● DESCRIPTION OF THE TASK: Throughout the records below, find each line holding "Steerforth" and copy it.

● INFORMATION SUPPLIED:
※ ※ ※
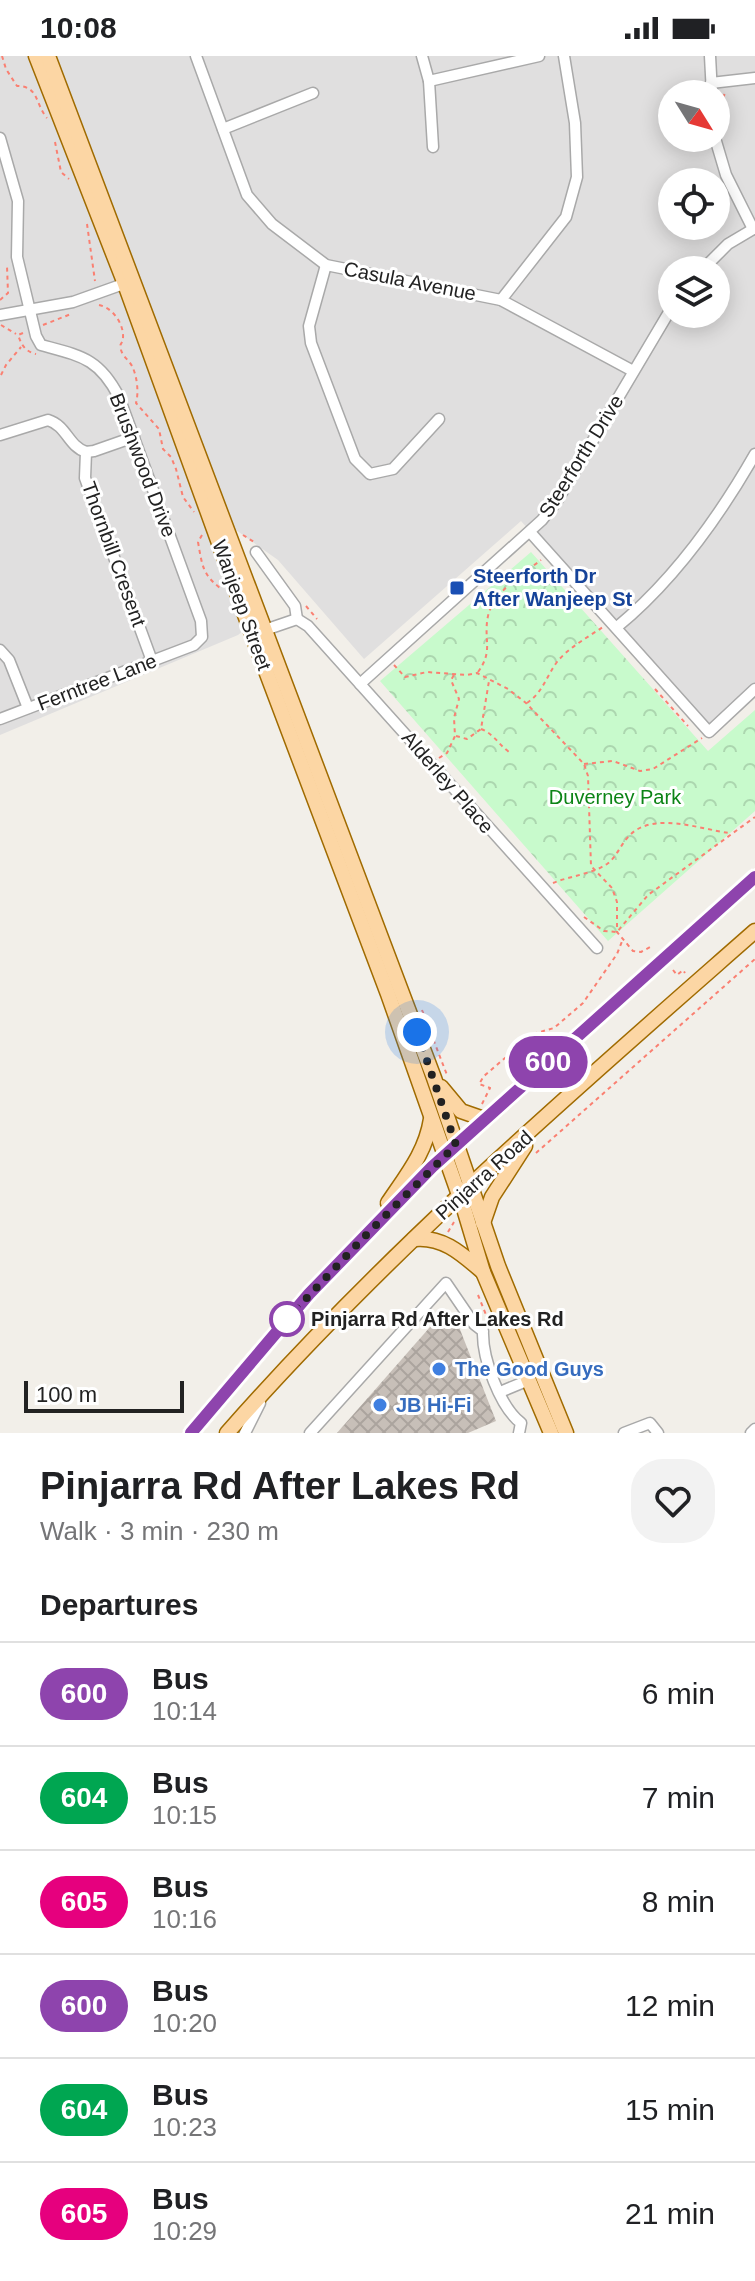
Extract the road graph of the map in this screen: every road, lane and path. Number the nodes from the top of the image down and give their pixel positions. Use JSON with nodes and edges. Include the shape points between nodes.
{"nodes":[{"id":1,"x":2,"y":56,"type":"edge"},
{"id":2,"x":36,"y":56,"type":"edge"},
{"id":3,"x":48,"y":56,"type":"edge"},
{"id":4,"x":196,"y":56,"type":"edge"},
{"id":5,"x":422,"y":56,"type":"edge"},
{"id":6,"x":539,"y":56,"type":"edge"},
{"id":7,"x":564,"y":56,"type":"edge"},
{"id":8,"x":710,"y":56,"type":"edge"},
{"id":9,"x":755,"y":78,"type":"edge"},
{"id":10,"x":712,"y":80,"type":"edge"},
{"id":11,"x":429,"y":81,"type":"junction"},
{"id":12,"x":730,"y":84,"type":"edge"},
{"id":13,"x":313,"y":93,"type":"dead end"},
{"id":14,"x":50,"y":121,"type":"dead end"},
{"id":15,"x":223,"y":129,"type":"junction"},
{"id":16,"x":54,"y":131,"type":"dead end"},
{"id":17,"x":0,"y":138,"type":"edge"},
{"id":18,"x":433,"y":147,"type":"dead end"},
{"id":19,"x":722,"y":152,"type":"edge"},
{"id":20,"x":72,"y":181,"type":"dead end"},
{"id":21,"x":88,"y":212,"type":"dead end"},
{"id":22,"x":754,"y":228,"type":"edge"},
{"id":23,"x":716,"y":256,"type":"edge"},
{"id":24,"x":326,"y":265,"type":"junction"},
{"id":25,"x":130,"y":282,"type":"junction"},
{"id":26,"x":98,"y":293,"type":"junction"},
{"id":27,"x":501,"y":300,"type":"junction"},
{"id":28,"x":28,"y":310,"type":"junction"},
{"id":29,"x":0,"y":315,"type":"edge"},
{"id":30,"x":0,"y":324,"type":"edge"},
{"id":31,"x":659,"y":328,"type":"edge"},
{"id":32,"x":18,"y":335,"type":"dead end"},
{"id":33,"x":22,"y":346,"type":"dead end"},
{"id":34,"x":633,"y":371,"type":"junction"},
{"id":35,"x":0,"y":375,"type":"edge"},
{"id":36,"x":439,"y":419,"type":"dead end"},
{"id":37,"x":0,"y":435,"type":"edge"},
{"id":38,"x":134,"y":437,"type":"junction"},
{"id":39,"x":86,"y":452,"type":"junction"},
{"id":40,"x":755,"y":454,"type":"edge"},
{"id":41,"x":752,"y":466,"type":"edge"},
{"id":42,"x":530,"y":532,"type":"junction"},
{"id":43,"x":256,"y":552,"type":"dead end"},
{"id":44,"x":543,"y":559,"type":"dead end"},
{"id":45,"x":297,"y":619,"type":"junction"},
{"id":46,"x":614,"y":624,"type":"junction"},
{"id":47,"x":259,"y":632,"type":"junction"},
{"id":48,"x":194,"y":645,"type":"joint"},
{"id":49,"x":0,"y":650,"type":"edge"},
{"id":50,"x":389,"y":659,"type":"junction"},
{"id":51,"x":152,"y":661,"type":"junction"},
{"id":52,"x":477,"y":673,"type":"junction"},
{"id":53,"x":454,"y":674,"type":"junction"},
{"id":54,"x":489,"y":680,"type":"junction"},
{"id":55,"x":360,"y":684,"type":"junction"},
{"id":56,"x":755,"y":689,"type":"edge"},
{"id":57,"x":526,"y":703,"type":"junction"},
{"id":58,"x":28,"y":708,"type":"junction"},
{"id":59,"x":0,"y":719,"type":"edge"},
{"id":60,"x":481,"y":729,"type":"junction"},
{"id":61,"x":709,"y":732,"type":"junction"},
{"id":62,"x":455,"y":736,"type":"junction"},
{"id":63,"x":509,"y":752,"type":"dead end"},
{"id":64,"x":431,"y":762,"type":"junction"},
{"id":65,"x":584,"y":764,"type":"junction"},
{"id":66,"x":755,"y":817,"type":"edge"},
{"id":67,"x":730,"y":833,"type":"junction"},
{"id":68,"x":595,"y":870,"type":"junction"},
{"id":69,"x":755,"y":877,"type":"edge"},
{"id":70,"x":540,"y":888,"type":"junction"},
{"id":71,"x":755,"y":931,"type":"edge"},
{"id":72,"x":617,"y":932,"type":"junction"},
{"id":73,"x":623,"y":939,"type":"junction"},
{"id":74,"x":652,"y":946,"type":"dead end"},
{"id":75,"x":597,"y":948,"type":"dead end"},
{"id":76,"x":755,"y":959,"type":"edge"},
{"id":77,"x":673,"y":970,"type":"dead end"},
{"id":78,"x":689,"y":977,"type":"dead end"},
{"id":79,"x":394,"y":992,"type":"junction"},
{"id":80,"x":418,"y":1003,"type":"dead end"},
{"id":81,"x":441,"y":1077,"type":"junction"},
{"id":82,"x":478,"y":1114,"type":"junction"},
{"id":83,"x":432,"y":1117,"type":"junction"},
{"id":84,"x":544,"y":1121,"type":"junction"},
{"id":85,"x":451,"y":1150,"type":"junction"},
{"id":86,"x":535,"y":1153,"type":"dead end"},
{"id":87,"x":472,"y":1187,"type":"junction"},
{"id":88,"x":460,"y":1198,"type":"junction"},
{"id":89,"x":454,"y":1222,"type":"dead end"},
{"id":90,"x":483,"y":1223,"type":"junction"},
{"id":91,"x":368,"y":1233,"type":"junction"},
{"id":92,"x":445,"y":1236,"type":"dead end"},
{"id":93,"x":414,"y":1239,"type":"junction"},
{"id":94,"x":483,"y":1272,"type":"junction"},
{"id":95,"x":478,"y":1294,"type":"dead end"},
{"id":96,"x":492,"y":1326,"type":"dead end"},
{"id":97,"x":529,"y":1380,"type":"junction"},
{"id":98,"x":266,"y":1390,"type":"junction"},
{"id":99,"x":500,"y":1392,"type":"junction"},
{"id":100,"x":191,"y":1433,"type":"edge"},
{"id":101,"x":227,"y":1433,"type":"edge"},
{"id":102,"x":245,"y":1433,"type":"edge"},
{"id":103,"x":310,"y":1433,"type":"edge"},
{"id":104,"x":519,"y":1433,"type":"edge"},
{"id":105,"x":551,"y":1433,"type":"edge"},
{"id":106,"x":566,"y":1433,"type":"edge"},
{"id":107,"x":624,"y":1433,"type":"edge"},
{"id":108,"x":658,"y":1433,"type":"edge"}],
"edges":[{"from":1,"to":14,"type":"path","via":[[11,78],[17,86],[33,90]]},
{"from":2,"to":25,"type":"main road","name":"Wanjeep Street"},
{"from":3,"to":25,"type":"main road","name":"Wanjeep Street"},
{"from":4,"to":15,"type":"street","name":"Casula Avenue"},
{"from":5,"to":11,"type":"street"},
{"from":6,"to":11,"type":"street"},
{"from":7,"to":27,"type":"street","via":[[577,177],[566,217]]},
{"from":8,"to":10,"type":"street"},
{"from":9,"to":12,"type":"street"},
{"from":11,"to":18,"type":"street"},
{"from":13,"to":15,"type":"street"},
{"from":15,"to":24,"type":"street","name":"Casula Avenue","via":[[247,195],[272,224]]},
{"from":16,"to":20,"type":"path","via":[[61,172]]},
{"from":17,"to":28,"type":"street","name":"Brushwood Drive","via":[[18,201],[17,257]]},
{"from":19,"to":22,"type":"street","via":[[726,175]]},
{"from":21,"to":26,"type":"path"},
{"from":22,"to":23,"type":"street"},
{"from":24,"to":27,"type":"street","name":"Casula Avenue"},
{"from":24,"to":36,"type":"street","via":[[309,326],[311,343],[355,459],[370,474],[393,469]]},
{"from":25,"to":26,"type":"street"},
{"from":25,"to":47,"type":"main road","name":"Wanjeep Street"},
{"from":26,"to":28,"type":"street"},
{"from":27,"to":34,"type":"street","name":"Casula Avenue"},
{"from":28,"to":29,"type":"street"},
{"from":28,"to":38,"type":"street","name":"Brushwood Drive","via":[[41,345],[78,354],[109,378]]},
{"from":30,"to":32,"type":"path"},
{"from":31,"to":34,"type":"street","name":"Steerforth Drive"},
{"from":33,"to":35,"type":"path"},
{"from":34,"to":42,"type":"street","name":"Steerforth Drive","via":[[557,501]]},
{"from":37,"to":39,"type":"street","name":"Thornbill Cresent","via":[[48,420]]},
{"from":38,"to":39,"type":"street"},
{"from":38,"to":48,"type":"street","name":"Brushwood Drive","via":[[201,621],[202,637]]},
{"from":39,"to":51,"type":"street","name":"Thornbill Cresent","via":[[85,478]]},
{"from":40,"to":41,"type":"street"},
{"from":41,"to":46,"type":"street","via":[[679,567],[636,612]]},
{"from":42,"to":46,"type":"street"},
{"from":42,"to":50,"type":"street","name":"Steerforth Drive"},
{"from":43,"to":45,"type":"street","name":"Alderley Place","via":[[295,606]]},
{"from":44,"to":52,"type":"path","via":[[499,596],[488,616],[487,660]]},
{"from":45,"to":47,"type":"street"},
{"from":45,"to":55,"type":"street","name":"Alderley Place"},
{"from":46,"to":57,"type":"path","via":[[558,661],[545,685]]},
{"from":46,"to":61,"type":"street"},
{"from":47,"to":79,"type":"main road","name":"Wanjeep Street"},
{"from":48,"to":51,"type":"street","name":"Ferntree Lane"},
{"from":49,"to":58,"type":"street"},
{"from":50,"to":53,"type":"path","via":[[405,677]]},
{"from":50,"to":55,"type":"street","name":"Steerforth Drive"},
{"from":51,"to":58,"type":"street","name":"Ferntree Lane"},
{"from":52,"to":53,"type":"path"},
{"from":52,"to":54,"type":"path"},
{"from":53,"to":62,"type":"path","via":[[451,680],[459,699]]},
{"from":54,"to":57,"type":"path"},
{"from":54,"to":60,"type":"path"},
{"from":55,"to":64,"type":"street","name":"Alderley Place"},
{"from":56,"to":61,"type":"street"},
{"from":57,"to":65,"type":"path"},
{"from":58,"to":59,"type":"street","name":"Ferntree Lane"},
{"from":60,"to":62,"type":"path","via":[[467,739]]},
{"from":60,"to":63,"type":"path","via":[[494,734]]},
{"from":61,"to":65,"type":"path","via":[[653,769],[640,771],[613,761]]},
{"from":62,"to":64,"type":"path","via":[[447,753]]},
{"from":64,"to":70,"type":"street","name":"Alderley Place"},
{"from":65,"to":68,"type":"path"},
{"from":66,"to":67,"type":"path"},
{"from":67,"to":68,"type":"path","via":[[649,824],[634,831],[610,862]]},
{"from":67,"to":72,"type":"path","via":[[648,895]]},
{"from":68,"to":70,"type":"path"},
{"from":68,"to":72,"type":"path","via":[[617,902]]},
{"from":69,"to":82,"type":"main road","name":"Pinjarra Road"},
{"from":70,"to":75,"type":"street","name":"Alderley Place"},
{"from":71,"to":84,"type":"main road","name":"Pinjarra Road"},
{"from":72,"to":73,"type":"path"},
{"from":73,"to":74,"type":"path","via":[[633,951]]},
{"from":73,"to":82,"type":"path","via":[[583,1003],[491,1069],[479,1084],[490,1088]]},
{"from":76,"to":86,"type":"path"},
{"from":77,"to":78,"type":"path","via":[[677,975],[683,970]]},
{"from":79,"to":81,"type":"main road","name":"Wanjeep Street"},
{"from":79,"to":83,"type":"main road","name":"Wanjeep Street"},
{"from":80,"to":81,"type":"path"},
{"from":81,"to":82,"type":"main road","via":[[461,1111]]},
{"from":81,"to":85,"type":"main road","name":"Wanjeep Street"},
{"from":82,"to":85,"type":"main road","name":"Pinjarra Road"},
{"from":83,"to":85,"type":"main road","name":"Wanjeep Street"},
{"from":83,"to":91,"type":"main road","via":[[421,1152]]},
{"from":84,"to":87,"type":"main road","name":"Pinjarra Road"},
{"from":84,"to":90,"type":"main road","via":[[492,1197]]},
{"from":85,"to":87,"type":"main road"},
{"from":85,"to":88,"type":"main road"},
{"from":85,"to":91,"type":"main road","name":"Pinjarra Road"},
{"from":87,"to":88,"type":"main road","name":"Pinjarra Road"},
{"from":87,"to":90,"type":"main road"},
{"from":88,"to":93,"type":"main road","name":"Pinjarra Road"},
{"from":88,"to":94,"type":"main road"},
{"from":89,"to":92,"type":"path"},
{"from":90,"to":106,"type":"main road"},
{"from":91,"to":100,"type":"main road","name":"Pinjarra Road"},
{"from":93,"to":94,"type":"main road","via":[[442,1241]]},
{"from":93,"to":98,"type":"main road","name":"Pinjarra Road"},
{"from":94,"to":97,"type":"main road"},
{"from":95,"to":96,"type":"path"},
{"from":97,"to":99,"type":"street"},
{"from":97,"to":105,"type":"main road"},
{"from":98,"to":101,"type":"main road","name":"Pinjarra Road"},
{"from":98,"to":102,"type":"street"},
{"from":99,"to":103,"type":"street","via":[[482,1347],[483,1331],[446,1283]]},
{"from":99,"to":104,"type":"street","via":[[509,1413],[521,1423]]},
{"from":107,"to":108,"type":"street","via":[[650,1423]]}]}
※ ※ ※
● ANSWER BOX:
{"from":31,"to":34,"type":"street","name":"Steerforth Drive"},
{"from":34,"to":42,"type":"street","name":"Steerforth Drive","via":[[557,501]]},
{"from":42,"to":50,"type":"street","name":"Steerforth Drive"},
{"from":50,"to":55,"type":"street","name":"Steerforth Drive"},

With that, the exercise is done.